■ ASSIGNMENT:
Take each line of the records below that contains the string "연무정길" and copy it.

(Collected data entries)
++++++++

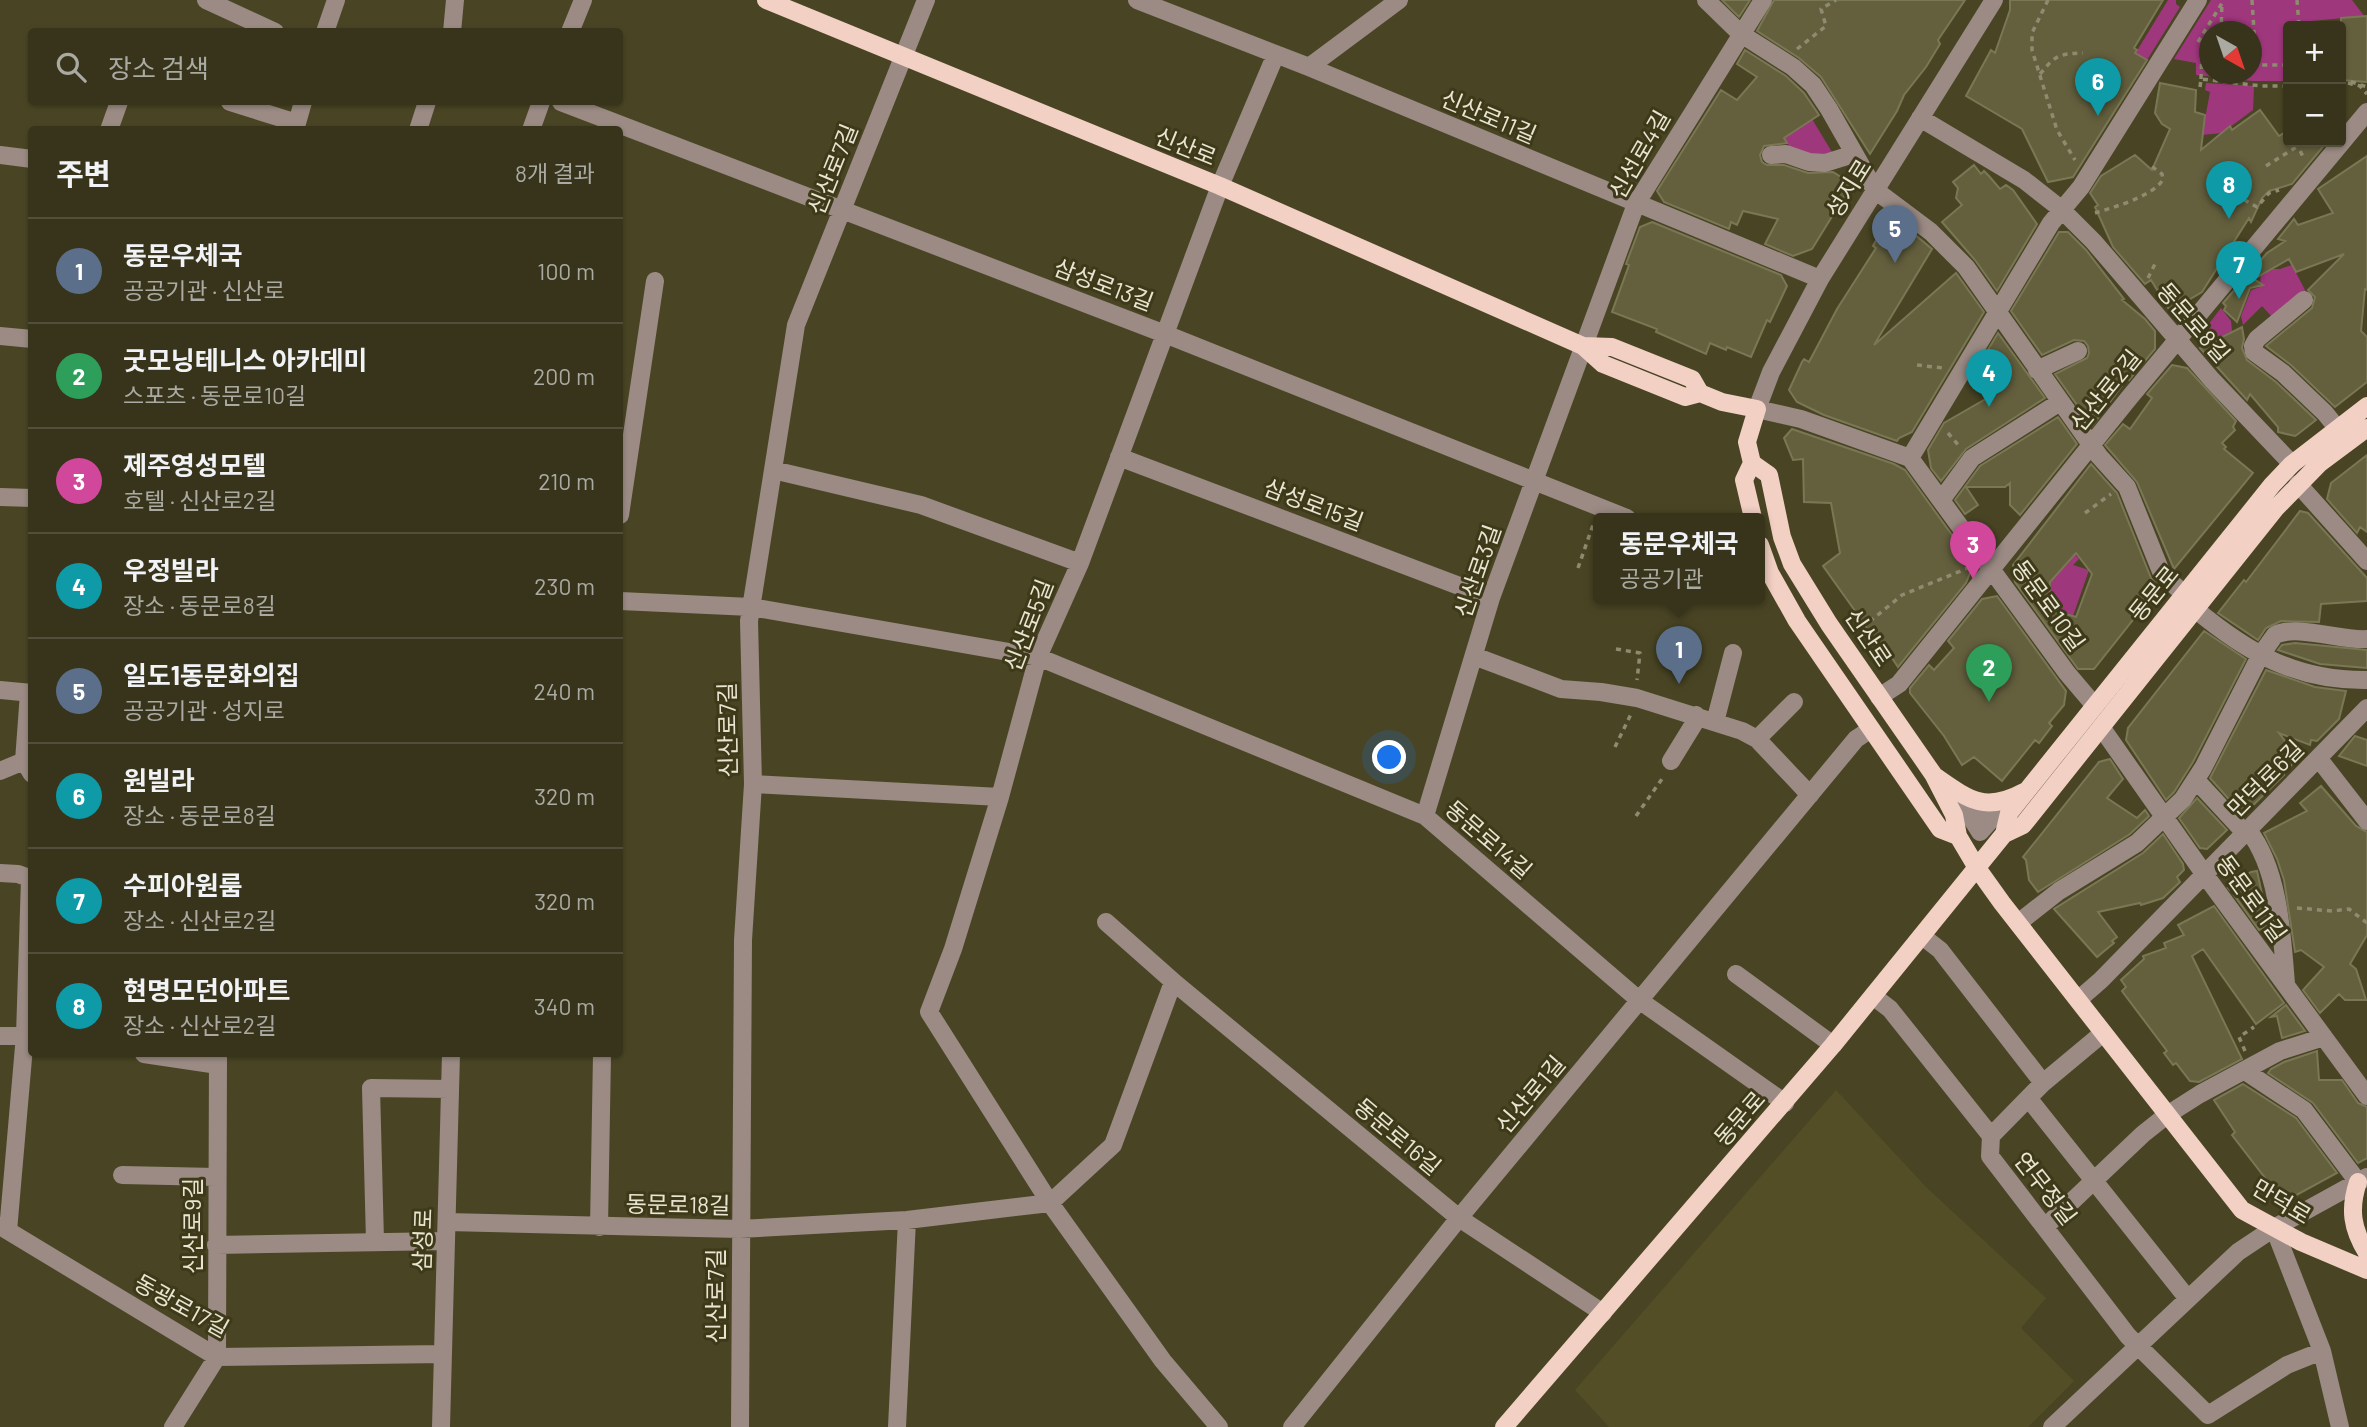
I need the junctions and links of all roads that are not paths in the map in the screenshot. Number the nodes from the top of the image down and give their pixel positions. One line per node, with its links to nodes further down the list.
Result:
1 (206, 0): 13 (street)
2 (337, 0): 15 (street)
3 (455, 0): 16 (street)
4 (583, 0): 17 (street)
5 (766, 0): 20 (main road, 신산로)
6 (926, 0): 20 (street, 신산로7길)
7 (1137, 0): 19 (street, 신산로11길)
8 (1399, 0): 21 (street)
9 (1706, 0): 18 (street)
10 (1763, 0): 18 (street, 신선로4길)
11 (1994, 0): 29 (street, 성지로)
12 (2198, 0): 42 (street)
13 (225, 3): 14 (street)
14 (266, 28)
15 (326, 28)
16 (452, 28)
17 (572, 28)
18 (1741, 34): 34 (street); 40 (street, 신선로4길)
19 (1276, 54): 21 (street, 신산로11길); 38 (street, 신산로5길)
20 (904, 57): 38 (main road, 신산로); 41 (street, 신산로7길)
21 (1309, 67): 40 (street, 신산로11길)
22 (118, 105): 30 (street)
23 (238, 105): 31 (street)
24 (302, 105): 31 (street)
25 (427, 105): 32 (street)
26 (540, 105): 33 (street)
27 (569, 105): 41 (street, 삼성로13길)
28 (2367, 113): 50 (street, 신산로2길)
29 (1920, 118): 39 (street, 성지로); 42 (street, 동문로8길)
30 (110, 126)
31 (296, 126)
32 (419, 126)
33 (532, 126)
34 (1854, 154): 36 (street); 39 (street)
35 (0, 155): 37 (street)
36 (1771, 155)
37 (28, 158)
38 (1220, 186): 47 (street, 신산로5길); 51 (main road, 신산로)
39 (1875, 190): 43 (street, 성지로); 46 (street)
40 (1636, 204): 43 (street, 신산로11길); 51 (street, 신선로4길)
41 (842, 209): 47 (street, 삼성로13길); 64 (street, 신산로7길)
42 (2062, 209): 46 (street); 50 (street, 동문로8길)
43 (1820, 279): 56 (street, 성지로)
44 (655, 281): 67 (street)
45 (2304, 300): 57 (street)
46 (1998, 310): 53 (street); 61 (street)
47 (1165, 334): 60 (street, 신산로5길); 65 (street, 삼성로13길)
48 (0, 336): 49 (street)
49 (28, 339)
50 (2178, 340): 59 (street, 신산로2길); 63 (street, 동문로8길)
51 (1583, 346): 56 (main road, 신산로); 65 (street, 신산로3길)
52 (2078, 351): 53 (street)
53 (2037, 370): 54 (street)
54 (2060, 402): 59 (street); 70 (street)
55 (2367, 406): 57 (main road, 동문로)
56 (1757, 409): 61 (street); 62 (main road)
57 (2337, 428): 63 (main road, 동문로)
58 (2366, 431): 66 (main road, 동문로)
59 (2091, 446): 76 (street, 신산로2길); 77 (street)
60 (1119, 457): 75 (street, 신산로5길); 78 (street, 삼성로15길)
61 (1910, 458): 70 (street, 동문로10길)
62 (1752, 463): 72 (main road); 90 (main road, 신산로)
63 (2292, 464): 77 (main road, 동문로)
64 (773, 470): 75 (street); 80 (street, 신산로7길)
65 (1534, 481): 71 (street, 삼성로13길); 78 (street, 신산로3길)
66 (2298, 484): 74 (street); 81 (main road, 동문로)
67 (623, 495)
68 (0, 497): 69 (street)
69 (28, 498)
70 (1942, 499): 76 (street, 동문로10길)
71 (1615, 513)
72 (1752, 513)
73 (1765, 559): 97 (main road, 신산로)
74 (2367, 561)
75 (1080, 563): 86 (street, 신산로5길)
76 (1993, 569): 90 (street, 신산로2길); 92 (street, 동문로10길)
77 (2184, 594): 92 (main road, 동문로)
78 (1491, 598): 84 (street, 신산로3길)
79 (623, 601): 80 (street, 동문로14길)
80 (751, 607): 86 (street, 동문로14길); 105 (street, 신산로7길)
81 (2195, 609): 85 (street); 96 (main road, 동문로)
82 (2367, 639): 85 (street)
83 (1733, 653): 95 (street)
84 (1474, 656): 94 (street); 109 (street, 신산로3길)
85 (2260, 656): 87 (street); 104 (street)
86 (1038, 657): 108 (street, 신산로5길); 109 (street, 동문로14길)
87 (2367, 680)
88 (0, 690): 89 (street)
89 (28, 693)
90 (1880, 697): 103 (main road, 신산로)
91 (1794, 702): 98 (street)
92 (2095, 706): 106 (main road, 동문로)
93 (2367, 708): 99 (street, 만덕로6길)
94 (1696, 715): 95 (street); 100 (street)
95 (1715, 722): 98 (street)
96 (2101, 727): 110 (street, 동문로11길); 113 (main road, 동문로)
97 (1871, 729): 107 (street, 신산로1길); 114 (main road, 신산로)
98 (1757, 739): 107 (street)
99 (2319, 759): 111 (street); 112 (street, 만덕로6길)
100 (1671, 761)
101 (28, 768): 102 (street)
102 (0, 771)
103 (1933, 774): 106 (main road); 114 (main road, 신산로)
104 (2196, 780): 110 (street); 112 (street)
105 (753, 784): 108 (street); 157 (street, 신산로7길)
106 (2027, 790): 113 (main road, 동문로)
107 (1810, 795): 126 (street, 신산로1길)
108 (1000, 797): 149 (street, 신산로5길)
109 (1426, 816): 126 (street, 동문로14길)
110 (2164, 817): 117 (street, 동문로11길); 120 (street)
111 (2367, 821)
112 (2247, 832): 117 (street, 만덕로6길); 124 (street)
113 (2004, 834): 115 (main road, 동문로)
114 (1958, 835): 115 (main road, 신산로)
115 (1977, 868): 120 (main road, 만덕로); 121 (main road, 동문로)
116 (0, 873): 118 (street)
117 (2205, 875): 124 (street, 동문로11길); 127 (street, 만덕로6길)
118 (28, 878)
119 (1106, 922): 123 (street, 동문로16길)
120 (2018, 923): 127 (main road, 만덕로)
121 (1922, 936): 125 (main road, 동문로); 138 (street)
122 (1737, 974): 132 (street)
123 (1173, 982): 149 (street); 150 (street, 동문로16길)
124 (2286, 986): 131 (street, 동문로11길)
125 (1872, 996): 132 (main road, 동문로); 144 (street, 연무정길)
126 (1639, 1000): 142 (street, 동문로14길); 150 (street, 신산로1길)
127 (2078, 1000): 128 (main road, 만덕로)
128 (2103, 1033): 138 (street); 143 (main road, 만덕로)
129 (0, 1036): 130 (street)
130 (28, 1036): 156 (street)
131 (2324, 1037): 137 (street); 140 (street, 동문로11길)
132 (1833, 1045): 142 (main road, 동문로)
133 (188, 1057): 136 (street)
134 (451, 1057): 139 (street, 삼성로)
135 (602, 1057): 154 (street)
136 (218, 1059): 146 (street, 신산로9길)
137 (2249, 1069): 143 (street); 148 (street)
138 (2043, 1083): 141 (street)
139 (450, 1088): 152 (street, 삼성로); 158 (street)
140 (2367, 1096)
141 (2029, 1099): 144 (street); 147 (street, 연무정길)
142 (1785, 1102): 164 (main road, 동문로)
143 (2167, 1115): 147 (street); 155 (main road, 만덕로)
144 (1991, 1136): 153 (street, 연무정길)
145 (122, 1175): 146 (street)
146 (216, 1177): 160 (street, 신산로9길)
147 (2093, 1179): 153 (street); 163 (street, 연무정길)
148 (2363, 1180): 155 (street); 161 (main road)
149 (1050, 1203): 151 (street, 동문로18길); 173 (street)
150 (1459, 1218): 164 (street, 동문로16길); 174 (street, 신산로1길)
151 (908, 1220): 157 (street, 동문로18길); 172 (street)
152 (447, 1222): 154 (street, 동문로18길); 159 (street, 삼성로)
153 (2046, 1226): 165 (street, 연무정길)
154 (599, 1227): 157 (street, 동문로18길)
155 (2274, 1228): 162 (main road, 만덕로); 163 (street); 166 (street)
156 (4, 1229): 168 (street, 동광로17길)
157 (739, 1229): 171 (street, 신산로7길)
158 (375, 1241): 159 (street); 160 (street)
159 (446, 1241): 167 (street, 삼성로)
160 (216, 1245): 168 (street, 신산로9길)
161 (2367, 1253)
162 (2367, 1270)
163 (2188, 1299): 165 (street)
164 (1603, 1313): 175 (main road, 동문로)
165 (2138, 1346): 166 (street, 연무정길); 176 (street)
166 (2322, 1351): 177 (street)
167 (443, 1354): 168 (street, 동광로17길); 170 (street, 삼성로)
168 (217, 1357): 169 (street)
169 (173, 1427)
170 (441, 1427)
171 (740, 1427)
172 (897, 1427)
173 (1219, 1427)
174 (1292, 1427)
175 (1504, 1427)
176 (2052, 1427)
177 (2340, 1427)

++++++++

■ ANSWER BOX:
125 (1872, 996): 132 (main road, 동문로); 144 (street, 연무정길)
141 (2029, 1099): 144 (street); 147 (street, 연무정길)
144 (1991, 1136): 153 (street, 연무정길)
147 (2093, 1179): 153 (street); 163 (street, 연무정길)
153 (2046, 1226): 165 (street, 연무정길)
165 (2138, 1346): 166 (street, 연무정길); 176 (street)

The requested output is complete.